[PATCH v3 0/4] nvmem: Add Raspberry Pi OTP nvmem driver

[Gregor Herburger]

Hi,

replying to sashiko

>commit ee93b9620650bb02f494ab88ef4e18464c95770f
>Author: Gregor Herburger <gregor.herburger at linutronix.de>
>nvmem: Add the Raspberry Pi OTP driver
>This commit adds a new nvmem driver to support OTP registers on Raspberry Pi
>platforms.

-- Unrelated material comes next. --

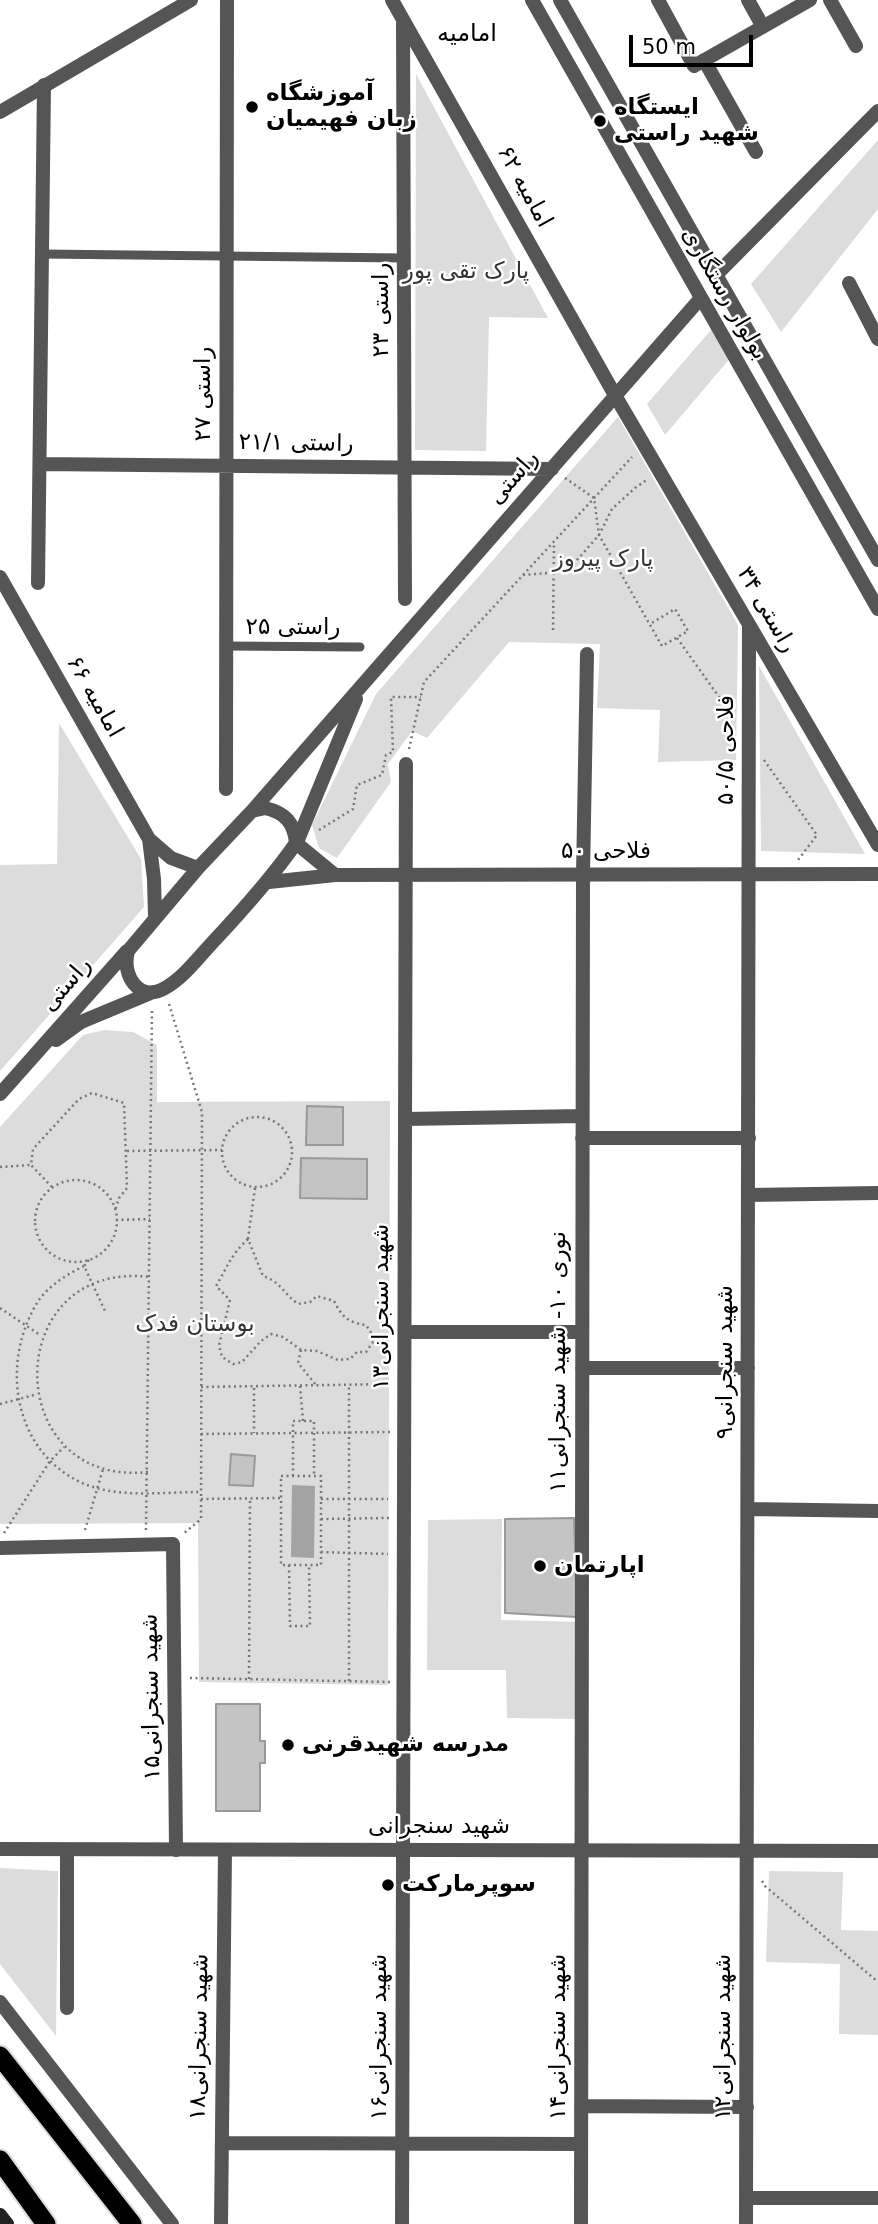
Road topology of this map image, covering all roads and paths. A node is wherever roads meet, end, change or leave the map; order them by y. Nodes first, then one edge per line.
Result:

It accesses the OTP memory through the videocore firmware
>interface.
>> diff --git a/drivers/nvmem/raspberrypi-otp.c b/drivers/nvmem/raspberrypi-otp.c
>> new file mode 100644
>> index 0000000000000..1edf2d5538d04
>> --- /dev/null
>> +++ b/drivers/nvmem/raspberrypi-otp.c
>> @@ -0,0 +1,120 @@
>[ ... ]
>> +struct rpi_otp_priv {
>> +	struct rpi_firmware *fw;
>> +	struct device *dev;
>> +	u32 read_tag;
>> +	u32 write_tag;
>> +};
>> +
>> +struct rpi_otp_header {
>> +	__le32 start;
>> +	__le32 count;
>> +	__le32 data[] __counted_by(count);
>Is the __counted_by attribute safe to use with explicitly endian types?
>On big-endian architectures (which are supported via COMPILE_TEST), the
>native bounds checking logic will evaluate the byte-swapped __le32 value as a
>massive integer (e.g., a count of 1 evaluates to 16777216).
>Does this unintentionally bypass the bounds checking defenses?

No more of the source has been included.